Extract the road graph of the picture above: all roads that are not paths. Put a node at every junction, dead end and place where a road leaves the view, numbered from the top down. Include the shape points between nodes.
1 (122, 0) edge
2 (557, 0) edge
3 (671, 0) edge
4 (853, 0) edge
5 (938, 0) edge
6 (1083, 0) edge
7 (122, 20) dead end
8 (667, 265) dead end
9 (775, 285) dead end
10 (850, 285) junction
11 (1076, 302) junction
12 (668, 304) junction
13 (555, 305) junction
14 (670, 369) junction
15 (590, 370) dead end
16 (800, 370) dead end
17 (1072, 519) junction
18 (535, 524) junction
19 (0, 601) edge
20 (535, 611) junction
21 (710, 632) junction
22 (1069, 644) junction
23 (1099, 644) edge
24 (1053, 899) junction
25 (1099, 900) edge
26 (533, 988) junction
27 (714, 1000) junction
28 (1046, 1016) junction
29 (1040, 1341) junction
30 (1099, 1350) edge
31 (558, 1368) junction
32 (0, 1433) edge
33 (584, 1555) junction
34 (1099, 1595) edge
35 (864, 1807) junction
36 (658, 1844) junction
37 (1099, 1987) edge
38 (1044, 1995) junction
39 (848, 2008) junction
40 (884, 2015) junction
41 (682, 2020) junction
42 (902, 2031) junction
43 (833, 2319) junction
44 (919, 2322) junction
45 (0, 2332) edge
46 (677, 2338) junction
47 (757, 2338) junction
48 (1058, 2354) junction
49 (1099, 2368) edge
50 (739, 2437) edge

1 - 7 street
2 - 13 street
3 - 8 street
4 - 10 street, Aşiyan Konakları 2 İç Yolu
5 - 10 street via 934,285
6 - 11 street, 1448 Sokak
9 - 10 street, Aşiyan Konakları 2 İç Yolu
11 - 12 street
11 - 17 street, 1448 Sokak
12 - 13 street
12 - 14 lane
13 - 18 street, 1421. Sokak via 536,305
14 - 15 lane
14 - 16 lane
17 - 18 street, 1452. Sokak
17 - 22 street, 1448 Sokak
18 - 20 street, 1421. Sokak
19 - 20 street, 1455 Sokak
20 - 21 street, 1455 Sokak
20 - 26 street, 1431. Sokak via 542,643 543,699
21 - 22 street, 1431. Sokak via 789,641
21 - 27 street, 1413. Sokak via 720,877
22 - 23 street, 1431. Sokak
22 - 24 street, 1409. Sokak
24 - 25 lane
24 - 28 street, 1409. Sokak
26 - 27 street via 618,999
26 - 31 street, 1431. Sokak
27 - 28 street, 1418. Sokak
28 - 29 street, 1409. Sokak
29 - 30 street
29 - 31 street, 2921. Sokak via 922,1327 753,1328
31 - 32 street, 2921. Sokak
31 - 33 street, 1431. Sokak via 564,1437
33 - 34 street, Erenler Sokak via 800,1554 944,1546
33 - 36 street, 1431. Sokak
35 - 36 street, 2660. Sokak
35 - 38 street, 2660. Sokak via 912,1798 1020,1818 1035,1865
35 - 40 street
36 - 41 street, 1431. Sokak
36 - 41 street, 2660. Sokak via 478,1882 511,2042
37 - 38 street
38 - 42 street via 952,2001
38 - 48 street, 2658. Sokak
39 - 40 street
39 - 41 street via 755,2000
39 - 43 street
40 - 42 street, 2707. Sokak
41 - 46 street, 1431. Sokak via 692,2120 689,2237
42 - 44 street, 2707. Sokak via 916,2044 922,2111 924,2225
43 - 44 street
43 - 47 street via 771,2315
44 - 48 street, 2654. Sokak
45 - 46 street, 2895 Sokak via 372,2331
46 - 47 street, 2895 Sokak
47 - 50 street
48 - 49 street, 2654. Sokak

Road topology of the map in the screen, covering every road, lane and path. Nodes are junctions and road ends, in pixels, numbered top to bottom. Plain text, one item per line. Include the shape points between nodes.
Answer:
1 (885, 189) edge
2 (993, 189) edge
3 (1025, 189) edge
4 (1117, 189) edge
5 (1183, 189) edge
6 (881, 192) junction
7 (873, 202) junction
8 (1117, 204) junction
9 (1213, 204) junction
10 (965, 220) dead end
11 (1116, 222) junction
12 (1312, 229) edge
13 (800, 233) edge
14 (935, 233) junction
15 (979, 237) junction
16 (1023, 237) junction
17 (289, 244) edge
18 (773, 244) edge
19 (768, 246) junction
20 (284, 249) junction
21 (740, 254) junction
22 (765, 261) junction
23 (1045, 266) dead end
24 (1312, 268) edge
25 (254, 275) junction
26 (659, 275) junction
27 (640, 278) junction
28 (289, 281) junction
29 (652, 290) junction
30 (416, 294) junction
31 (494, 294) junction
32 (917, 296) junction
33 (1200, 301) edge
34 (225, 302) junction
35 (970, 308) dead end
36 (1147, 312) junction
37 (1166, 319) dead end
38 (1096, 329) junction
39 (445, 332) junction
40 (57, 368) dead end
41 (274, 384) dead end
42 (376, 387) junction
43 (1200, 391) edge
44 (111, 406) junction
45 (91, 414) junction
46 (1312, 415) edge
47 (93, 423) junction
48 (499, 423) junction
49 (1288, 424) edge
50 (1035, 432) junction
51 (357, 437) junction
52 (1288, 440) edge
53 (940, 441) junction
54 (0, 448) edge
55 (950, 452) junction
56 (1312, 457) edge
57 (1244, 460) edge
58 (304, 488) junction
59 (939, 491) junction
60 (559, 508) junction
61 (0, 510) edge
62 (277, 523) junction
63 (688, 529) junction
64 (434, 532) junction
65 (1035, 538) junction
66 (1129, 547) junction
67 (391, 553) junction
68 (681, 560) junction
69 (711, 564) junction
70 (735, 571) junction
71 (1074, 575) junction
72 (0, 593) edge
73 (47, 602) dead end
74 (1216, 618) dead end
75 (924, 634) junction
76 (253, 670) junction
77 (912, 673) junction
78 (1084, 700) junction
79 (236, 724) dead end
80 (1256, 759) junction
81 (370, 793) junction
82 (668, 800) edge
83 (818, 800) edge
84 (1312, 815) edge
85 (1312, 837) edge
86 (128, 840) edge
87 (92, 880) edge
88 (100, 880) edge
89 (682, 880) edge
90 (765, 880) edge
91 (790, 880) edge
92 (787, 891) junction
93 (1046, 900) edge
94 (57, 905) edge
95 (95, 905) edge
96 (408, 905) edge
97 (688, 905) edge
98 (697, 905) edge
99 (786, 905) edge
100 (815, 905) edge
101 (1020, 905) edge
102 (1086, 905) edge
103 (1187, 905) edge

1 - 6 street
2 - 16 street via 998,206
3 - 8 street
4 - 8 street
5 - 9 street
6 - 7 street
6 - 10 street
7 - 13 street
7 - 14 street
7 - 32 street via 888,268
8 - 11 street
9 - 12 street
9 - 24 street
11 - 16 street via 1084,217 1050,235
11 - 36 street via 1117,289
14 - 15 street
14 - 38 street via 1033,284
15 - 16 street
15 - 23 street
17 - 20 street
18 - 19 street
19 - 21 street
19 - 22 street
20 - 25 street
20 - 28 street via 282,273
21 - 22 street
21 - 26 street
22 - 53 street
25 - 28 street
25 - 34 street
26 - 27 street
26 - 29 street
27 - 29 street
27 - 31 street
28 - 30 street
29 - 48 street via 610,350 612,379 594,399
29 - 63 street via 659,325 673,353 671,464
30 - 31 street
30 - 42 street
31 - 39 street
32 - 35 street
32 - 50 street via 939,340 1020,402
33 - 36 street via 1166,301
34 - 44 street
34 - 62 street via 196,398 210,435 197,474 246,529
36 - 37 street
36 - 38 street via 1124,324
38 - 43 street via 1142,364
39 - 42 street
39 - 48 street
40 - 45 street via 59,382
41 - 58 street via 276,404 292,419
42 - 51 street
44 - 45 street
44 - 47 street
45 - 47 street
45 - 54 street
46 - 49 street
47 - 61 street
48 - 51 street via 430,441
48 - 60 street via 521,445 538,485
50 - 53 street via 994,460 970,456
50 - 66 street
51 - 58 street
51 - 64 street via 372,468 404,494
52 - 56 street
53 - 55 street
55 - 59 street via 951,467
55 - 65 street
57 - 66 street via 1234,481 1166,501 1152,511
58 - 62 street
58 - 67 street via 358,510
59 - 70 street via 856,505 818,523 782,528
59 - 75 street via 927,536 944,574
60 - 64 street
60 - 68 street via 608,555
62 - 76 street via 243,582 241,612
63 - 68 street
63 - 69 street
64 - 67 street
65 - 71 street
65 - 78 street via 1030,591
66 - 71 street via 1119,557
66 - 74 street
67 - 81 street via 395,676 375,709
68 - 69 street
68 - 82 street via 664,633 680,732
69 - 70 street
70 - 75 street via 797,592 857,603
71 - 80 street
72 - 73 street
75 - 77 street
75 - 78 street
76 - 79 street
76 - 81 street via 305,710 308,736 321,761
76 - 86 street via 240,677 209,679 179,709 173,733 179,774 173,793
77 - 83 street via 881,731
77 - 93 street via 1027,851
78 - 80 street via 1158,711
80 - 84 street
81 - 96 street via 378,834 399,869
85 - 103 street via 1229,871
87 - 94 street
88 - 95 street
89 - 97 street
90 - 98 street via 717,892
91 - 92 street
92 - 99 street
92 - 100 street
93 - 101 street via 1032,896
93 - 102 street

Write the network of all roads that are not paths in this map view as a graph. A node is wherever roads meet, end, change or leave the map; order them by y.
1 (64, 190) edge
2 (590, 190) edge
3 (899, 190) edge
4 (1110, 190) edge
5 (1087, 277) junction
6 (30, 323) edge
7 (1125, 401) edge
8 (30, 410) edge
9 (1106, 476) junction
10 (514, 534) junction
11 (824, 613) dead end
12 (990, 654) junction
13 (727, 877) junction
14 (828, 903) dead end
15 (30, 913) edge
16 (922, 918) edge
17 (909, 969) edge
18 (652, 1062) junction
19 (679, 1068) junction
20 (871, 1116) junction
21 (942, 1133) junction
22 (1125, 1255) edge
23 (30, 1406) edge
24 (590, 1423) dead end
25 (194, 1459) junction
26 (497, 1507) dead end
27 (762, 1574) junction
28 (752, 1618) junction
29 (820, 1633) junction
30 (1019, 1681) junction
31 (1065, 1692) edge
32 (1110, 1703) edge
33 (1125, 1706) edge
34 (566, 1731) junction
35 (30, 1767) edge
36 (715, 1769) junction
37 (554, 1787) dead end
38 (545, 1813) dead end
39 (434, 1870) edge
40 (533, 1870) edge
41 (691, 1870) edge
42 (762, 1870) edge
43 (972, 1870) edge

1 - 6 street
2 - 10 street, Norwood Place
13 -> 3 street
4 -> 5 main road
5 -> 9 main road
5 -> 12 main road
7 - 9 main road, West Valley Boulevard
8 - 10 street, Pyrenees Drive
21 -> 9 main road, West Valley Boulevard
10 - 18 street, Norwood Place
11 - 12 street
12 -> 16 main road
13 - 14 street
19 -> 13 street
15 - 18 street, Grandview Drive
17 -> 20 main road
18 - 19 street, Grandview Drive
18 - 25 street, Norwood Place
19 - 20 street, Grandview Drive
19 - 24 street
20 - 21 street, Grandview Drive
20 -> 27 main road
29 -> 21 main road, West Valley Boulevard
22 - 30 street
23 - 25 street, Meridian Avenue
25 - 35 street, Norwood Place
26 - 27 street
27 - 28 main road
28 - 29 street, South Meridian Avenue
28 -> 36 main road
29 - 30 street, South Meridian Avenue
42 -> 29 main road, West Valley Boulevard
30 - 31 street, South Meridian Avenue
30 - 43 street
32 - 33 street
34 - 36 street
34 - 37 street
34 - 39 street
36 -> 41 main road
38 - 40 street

- - - - - - -

• **Work to complete**
Search the data for the string "shape" and copy every line where it appears.

• **Answer for this exercise**
Extract the road graph of the picture above: all roads that are not paths. Put a node at every junction, dead end and place where a road leaves the view, numbered from the top down. Include the shape points between nodes.
Road topology of the map in the screen, covering every road, lane and path. Nodes are junctions and road ends, in pixels, numbered top to bottom. Plain text, one item per line. Include the shape points between nodes.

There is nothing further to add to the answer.